The Shakespeare Center was the home of the Riverside Shakespeare Company, an Equity professional theatre company in New York City, beginning in 1982, when the then six-year-old theatre company established its center of theatre production and advanced actor training at the 90-year-old West Park Presbyterian Church on Amsterdam at West 86th Street. The Shakespeare Center's facilities consisted of the main offices of the Riverside Shakespeare Company, costume and set construction and storage rooms, a main lobby (shared with the church), and a theatre in the balcony of the church equipped with lighting and sound amplification.

Within the theatre itself (right), two wooden towers were constructed to the sides of the audience area for follow spots and, on occasion, musicians.
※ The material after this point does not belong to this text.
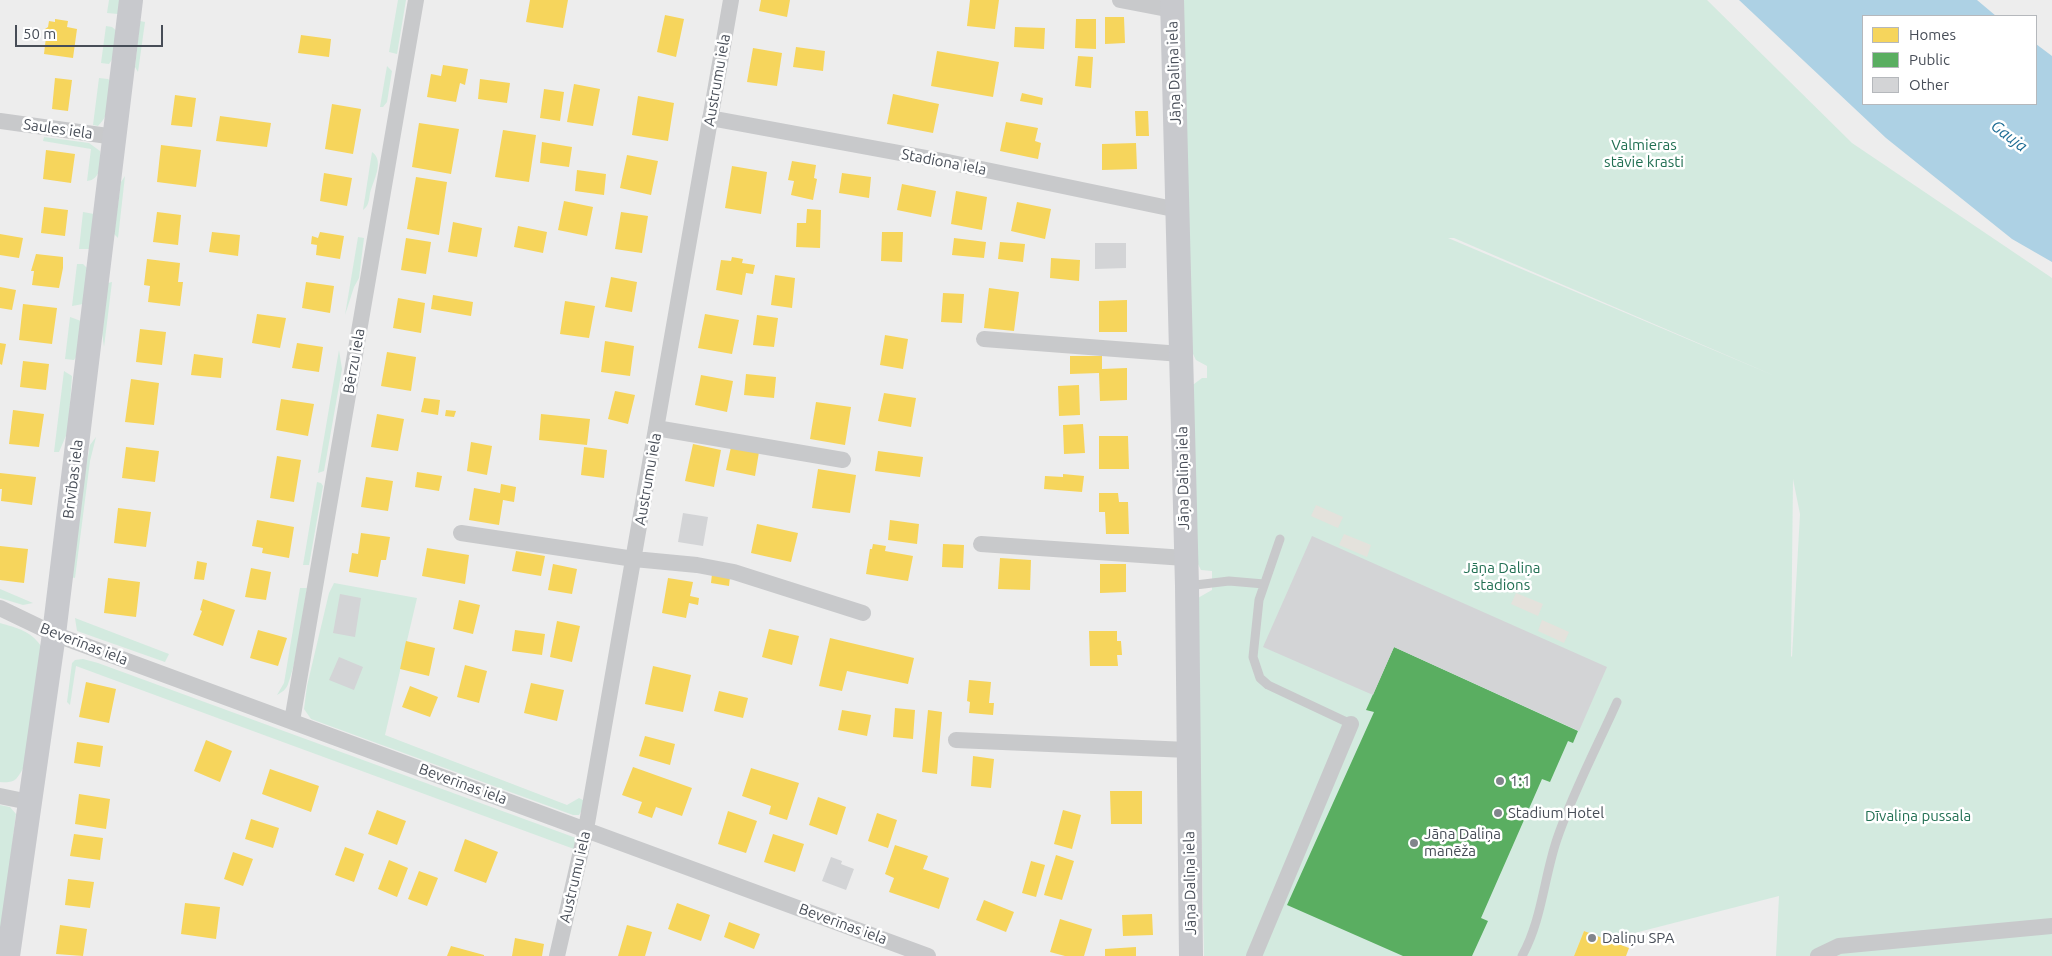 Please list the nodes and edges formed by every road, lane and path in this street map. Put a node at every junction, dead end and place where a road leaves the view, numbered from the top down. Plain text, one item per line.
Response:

Seating surrounded the thrust stage on three sides, with no seat more than 18 feet from the stage. There was a crossover under the upstage edge, with traps under the stage. Although the theatre was an Off Off Broadway venue, limited to 99 seats by the company's contract with Actors Equity Association, the Riverside Shakespeare Company often launched major productions to Off Broadway status, as with its summer tours of Free Shakespeare and other specific productions. At this location the theatre began a subscription season of four to five plays, as a member of the Alliance of Resident Theatres in New York.

The main theatre of The Shakespeare Center was reconstructed in the early 1980s from materials saved from the Helen Hayes Theatre - regarded as "the loveliest theater in New York" before its demolition to make way for the Marquis Theatre in mid-town Manhattan, as well as from the strike of Broadway productions, such as Nicholas Nickleby and The Threepenny Opera. One of the principal donors to The Shakespeare Center was Samuel H. Scripps, resident Lighting Designer of the Riverside Shakespeare Company and leading arts benefactor.